=== Data extracts ===
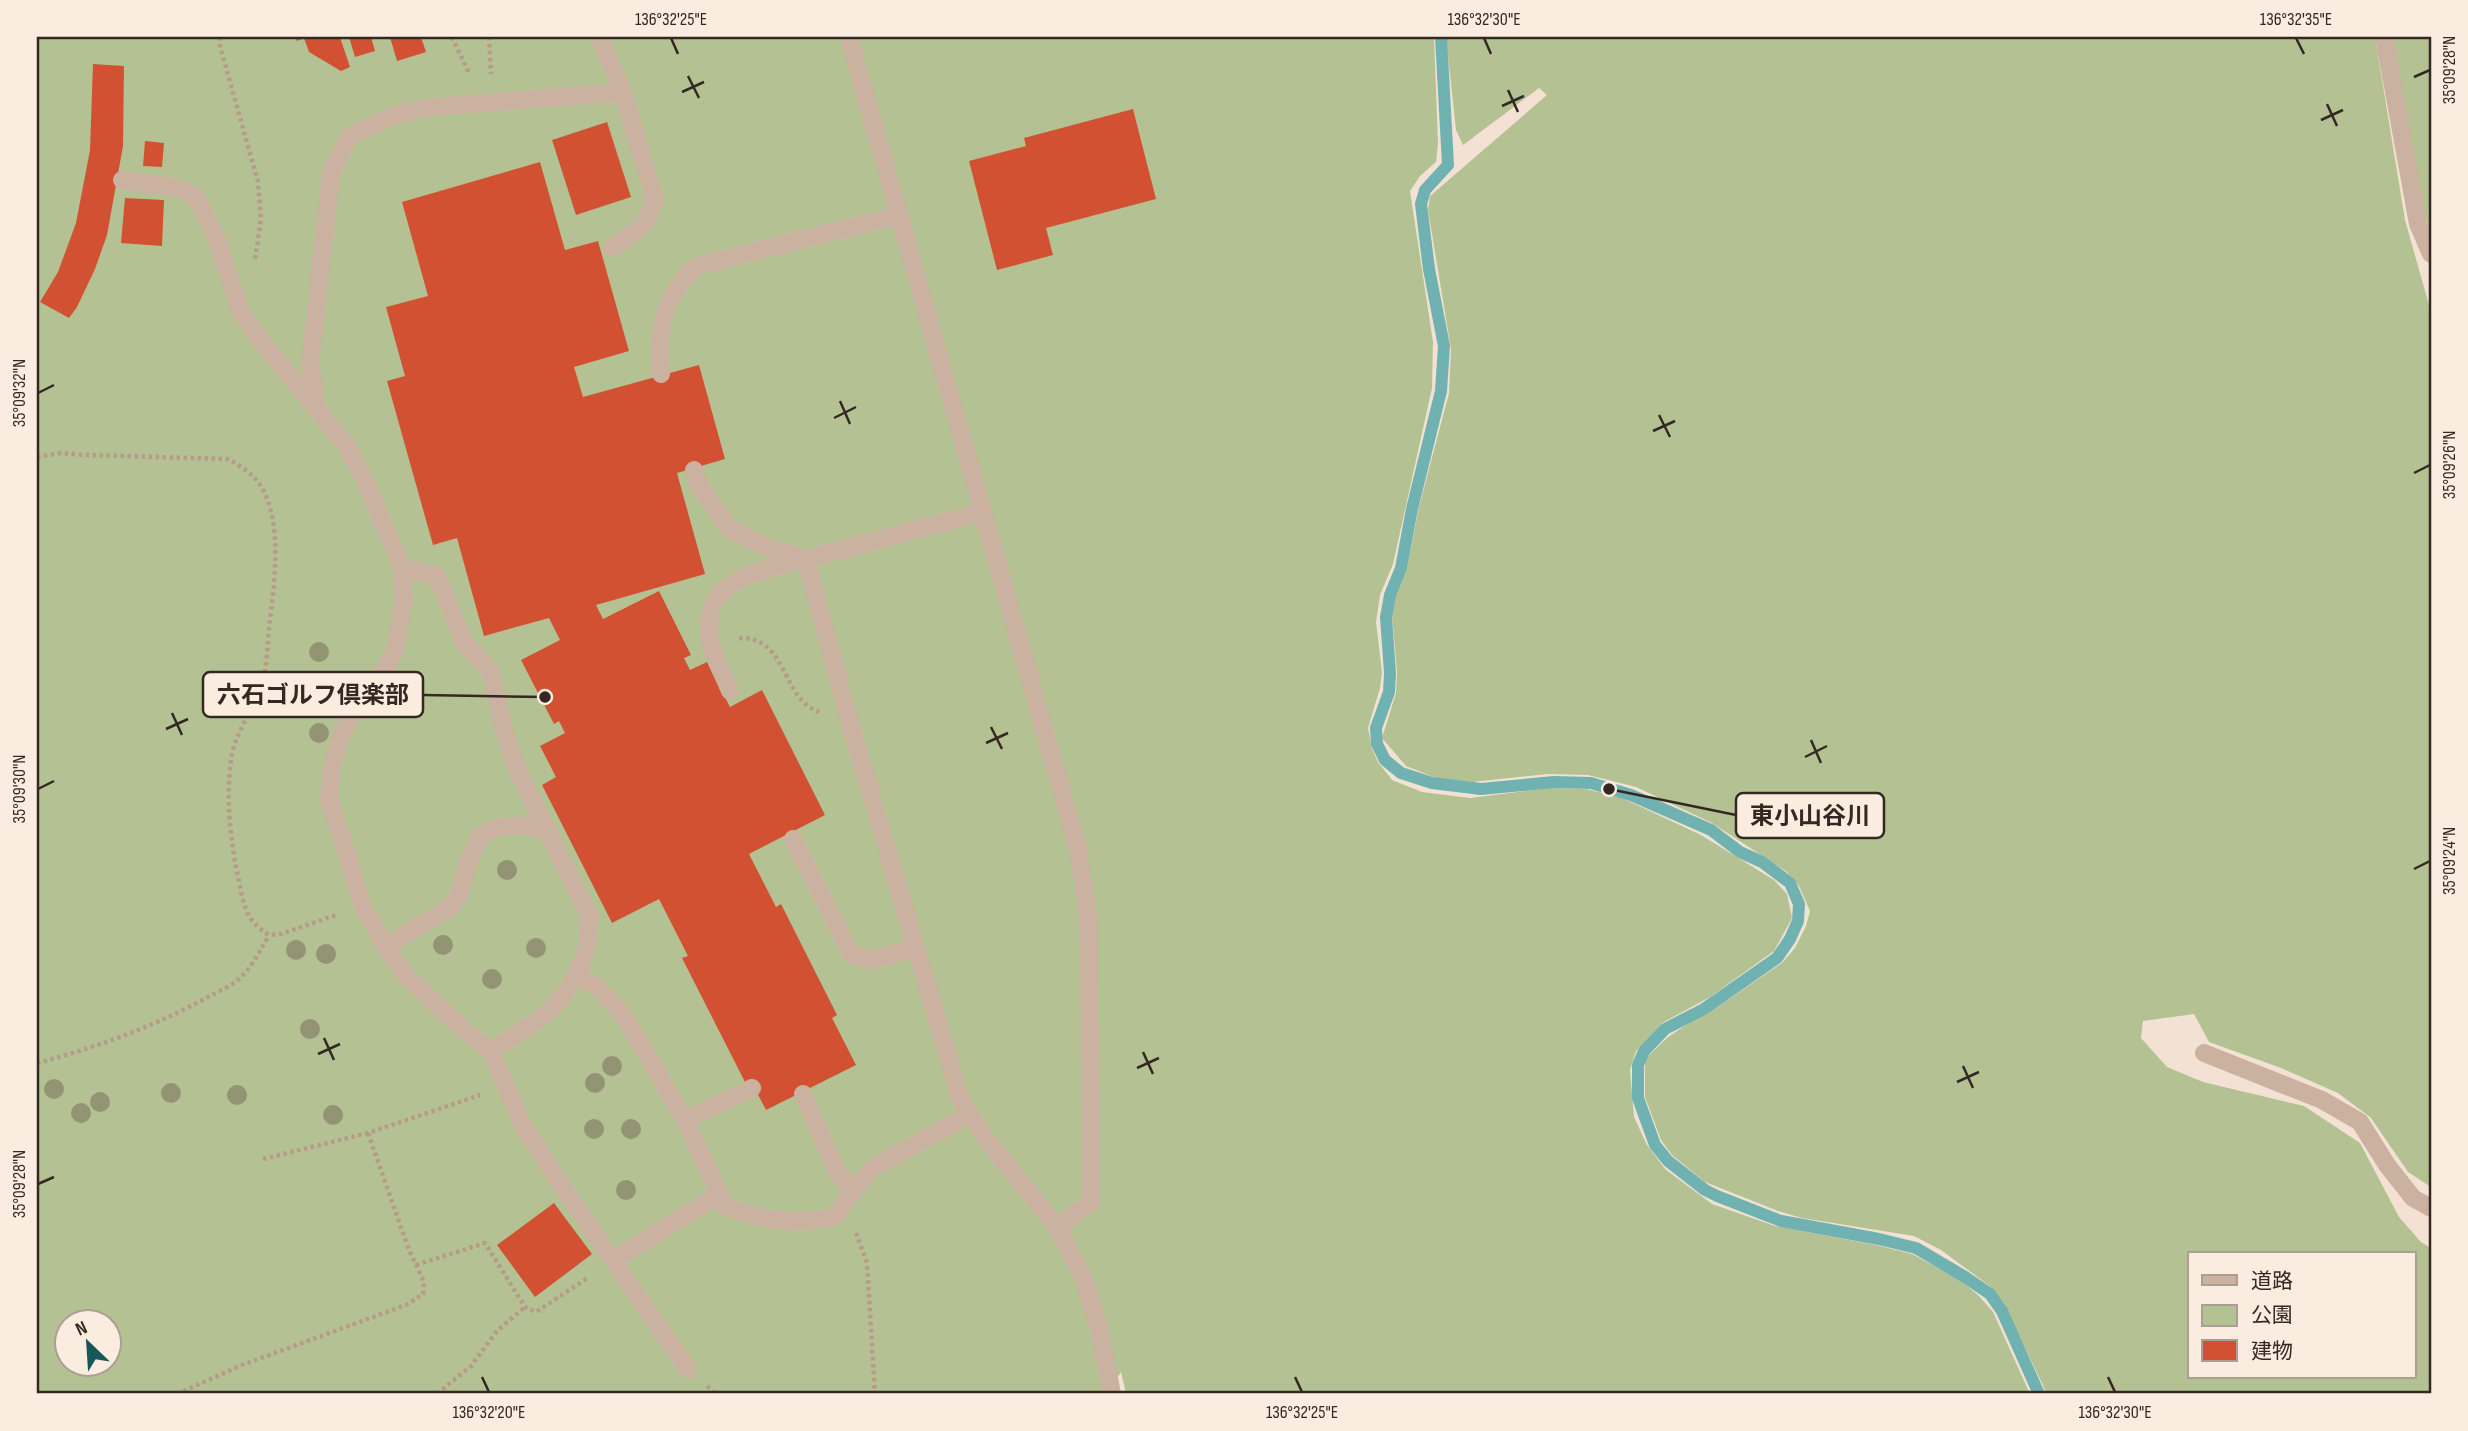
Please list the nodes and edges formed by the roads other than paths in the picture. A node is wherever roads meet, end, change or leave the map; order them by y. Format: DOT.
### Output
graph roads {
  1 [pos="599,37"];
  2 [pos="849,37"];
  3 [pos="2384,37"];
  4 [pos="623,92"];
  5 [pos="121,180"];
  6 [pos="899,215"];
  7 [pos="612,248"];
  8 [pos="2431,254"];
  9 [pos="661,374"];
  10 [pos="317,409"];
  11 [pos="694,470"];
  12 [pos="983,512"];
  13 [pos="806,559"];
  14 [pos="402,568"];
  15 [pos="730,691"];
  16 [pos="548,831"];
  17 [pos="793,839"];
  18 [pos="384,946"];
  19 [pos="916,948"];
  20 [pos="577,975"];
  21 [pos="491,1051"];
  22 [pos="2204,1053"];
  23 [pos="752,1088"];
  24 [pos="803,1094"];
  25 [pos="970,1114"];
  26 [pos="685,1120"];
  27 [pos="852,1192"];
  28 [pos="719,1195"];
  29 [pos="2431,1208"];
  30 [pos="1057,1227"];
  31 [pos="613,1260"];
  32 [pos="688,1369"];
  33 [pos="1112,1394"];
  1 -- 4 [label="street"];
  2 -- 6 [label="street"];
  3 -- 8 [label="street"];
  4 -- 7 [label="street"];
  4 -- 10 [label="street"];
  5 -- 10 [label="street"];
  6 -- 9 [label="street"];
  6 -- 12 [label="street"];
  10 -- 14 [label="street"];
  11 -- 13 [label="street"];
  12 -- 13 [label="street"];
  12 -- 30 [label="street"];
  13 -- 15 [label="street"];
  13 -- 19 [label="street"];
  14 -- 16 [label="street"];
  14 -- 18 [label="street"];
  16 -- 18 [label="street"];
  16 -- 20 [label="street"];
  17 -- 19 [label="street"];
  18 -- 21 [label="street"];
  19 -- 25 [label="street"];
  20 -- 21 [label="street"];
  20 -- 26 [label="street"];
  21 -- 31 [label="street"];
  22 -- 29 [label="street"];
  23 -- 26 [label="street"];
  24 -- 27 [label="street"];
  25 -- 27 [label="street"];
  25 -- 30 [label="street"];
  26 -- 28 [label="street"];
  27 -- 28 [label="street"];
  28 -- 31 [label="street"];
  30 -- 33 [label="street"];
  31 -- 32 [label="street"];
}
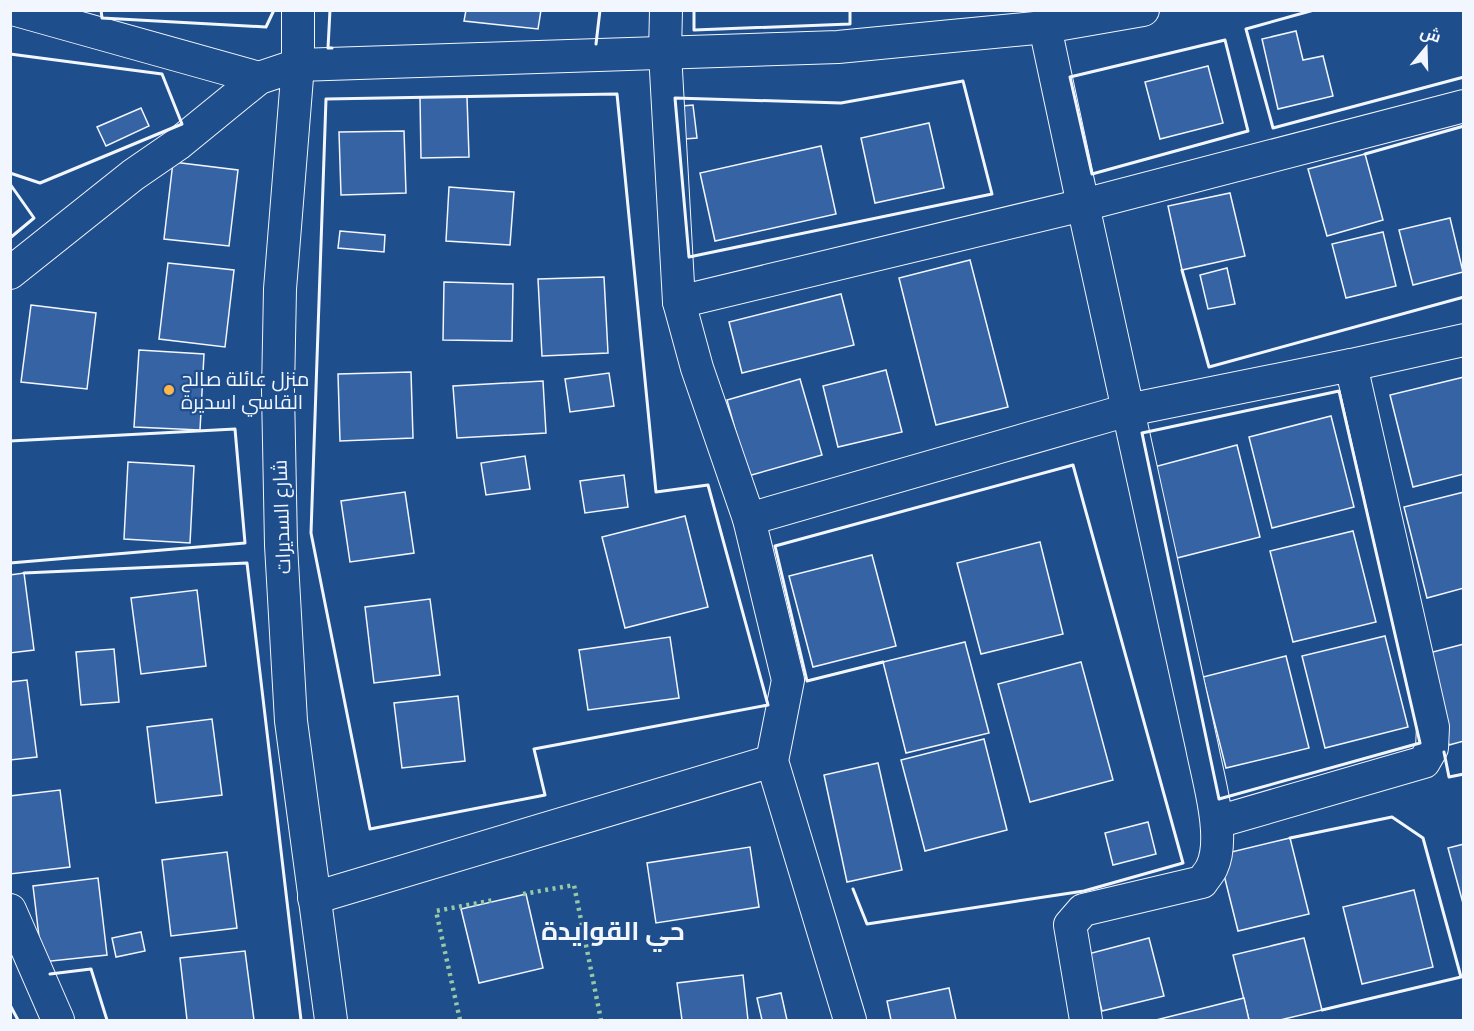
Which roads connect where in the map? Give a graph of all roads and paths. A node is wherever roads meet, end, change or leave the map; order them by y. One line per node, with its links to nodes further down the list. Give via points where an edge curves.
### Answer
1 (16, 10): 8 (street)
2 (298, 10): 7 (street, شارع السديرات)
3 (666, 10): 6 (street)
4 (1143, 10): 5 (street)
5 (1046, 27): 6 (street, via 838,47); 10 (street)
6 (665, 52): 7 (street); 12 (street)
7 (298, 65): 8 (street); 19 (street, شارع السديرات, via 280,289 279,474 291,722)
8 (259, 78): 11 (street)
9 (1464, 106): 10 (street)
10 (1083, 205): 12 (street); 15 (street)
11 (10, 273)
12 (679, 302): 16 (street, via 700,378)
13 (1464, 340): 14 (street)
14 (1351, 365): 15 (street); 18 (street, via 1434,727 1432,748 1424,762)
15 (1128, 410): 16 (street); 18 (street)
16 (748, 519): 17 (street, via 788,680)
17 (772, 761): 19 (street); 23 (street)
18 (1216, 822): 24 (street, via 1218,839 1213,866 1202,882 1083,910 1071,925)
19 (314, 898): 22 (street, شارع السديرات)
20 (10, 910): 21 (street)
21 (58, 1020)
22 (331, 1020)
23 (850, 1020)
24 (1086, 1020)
===
### Problem to solve
Print the data word for word and omit the pictures.

### Exercise output
Please list the nodes and edges formed by the roads other than paths in the picture. A node is wherever roads meet, end, change or leave the map; order them by y. Format: DOT.
### Output
graph roads {
  1 [pos="599,37"];
  2 [pos="849,37"];
  3 [pos="2384,37"];
  4 [pos="623,92"];
  5 [pos="121,180"];
  6 [pos="899,215"];
  7 [pos="612,248"];
  8 [pos="2431,254"];
  9 [pos="661,374"];
  10 [pos="317,409"];
  11 [pos="694,470"];
  12 [pos="983,512"];
  13 [pos="806,559"];
  14 [pos="402,568"];
  15 [pos="730,691"];
  16 [pos="548,831"];
  17 [pos="793,839"];
  18 [pos="384,946"];
  19 [pos="916,948"];
  20 [pos="577,975"];
  21 [pos="491,1051"];
  22 [pos="2204,1053"];
  23 [pos="752,1088"];
  24 [pos="803,1094"];
  25 [pos="970,1114"];
  26 [pos="685,1120"];
  27 [pos="852,1192"];
  28 [pos="719,1195"];
  29 [pos="2431,1208"];
  30 [pos="1057,1227"];
  31 [pos="613,1260"];
  32 [pos="688,1369"];
  33 [pos="1112,1394"];
  1 -- 4 [label="street"];
  2 -- 6 [label="street"];
  3 -- 8 [label="street"];
  4 -- 7 [label="street"];
  4 -- 10 [label="street"];
  5 -- 10 [label="street"];
  6 -- 9 [label="street"];
  6 -- 12 [label="street"];
  10 -- 14 [label="street"];
  11 -- 13 [label="street"];
  12 -- 13 [label="street"];
  12 -- 30 [label="street"];
  13 -- 15 [label="street"];
  13 -- 19 [label="street"];
  14 -- 16 [label="street"];
  14 -- 18 [label="street"];
  16 -- 18 [label="street"];
  16 -- 20 [label="street"];
  17 -- 19 [label="street"];
  18 -- 21 [label="street"];
  19 -- 25 [label="street"];
  20 -- 21 [label="street"];
  20 -- 26 [label="street"];
  21 -- 31 [label="street"];
  22 -- 29 [label="street"];
  23 -- 26 [label="street"];
  24 -- 27 [label="street"];
  25 -- 27 [label="street"];
  25 -- 30 [label="street"];
  26 -- 28 [label="street"];
  27 -- 28 [label="street"];
  28 -- 31 [label="street"];
  30 -- 33 [label="street"];
  31 -- 32 [label="street"];
}
Which roads connect where in the map? Give a graph of all roads and paths. A node is wherever roads meet, end, change or leave the map; order them by y. One line per node, with its links to nodes further down the list. Give via points where an edge curves.
### Answer
1 (16, 10): 8 (street)
2 (298, 10): 7 (street, شارع السديرات)
3 (666, 10): 6 (street)
4 (1143, 10): 5 (street)
5 (1046, 27): 6 (street, via 838,47); 10 (street)
6 (665, 52): 7 (street); 12 (street)
7 (298, 65): 8 (street); 19 (street, شارع السديرات, via 280,289 279,474 291,722)
8 (259, 78): 11 (street)
9 (1464, 106): 10 (street)
10 (1083, 205): 12 (street); 15 (street)
11 (10, 273)
12 (679, 302): 16 (street, via 700,378)
13 (1464, 340): 14 (street)
14 (1351, 365): 15 (street); 18 (street, via 1434,727 1432,748 1424,762)
15 (1128, 410): 16 (street); 18 (street)
16 (748, 519): 17 (street, via 788,680)
17 (772, 761): 19 (street); 23 (street)
18 (1216, 822): 24 (street, via 1218,839 1213,866 1202,882 1083,910 1071,925)
19 (314, 898): 22 (street, شارع السديرات)
20 (10, 910): 21 (street)
21 (58, 1020)
22 (331, 1020)
23 (850, 1020)
24 (1086, 1020)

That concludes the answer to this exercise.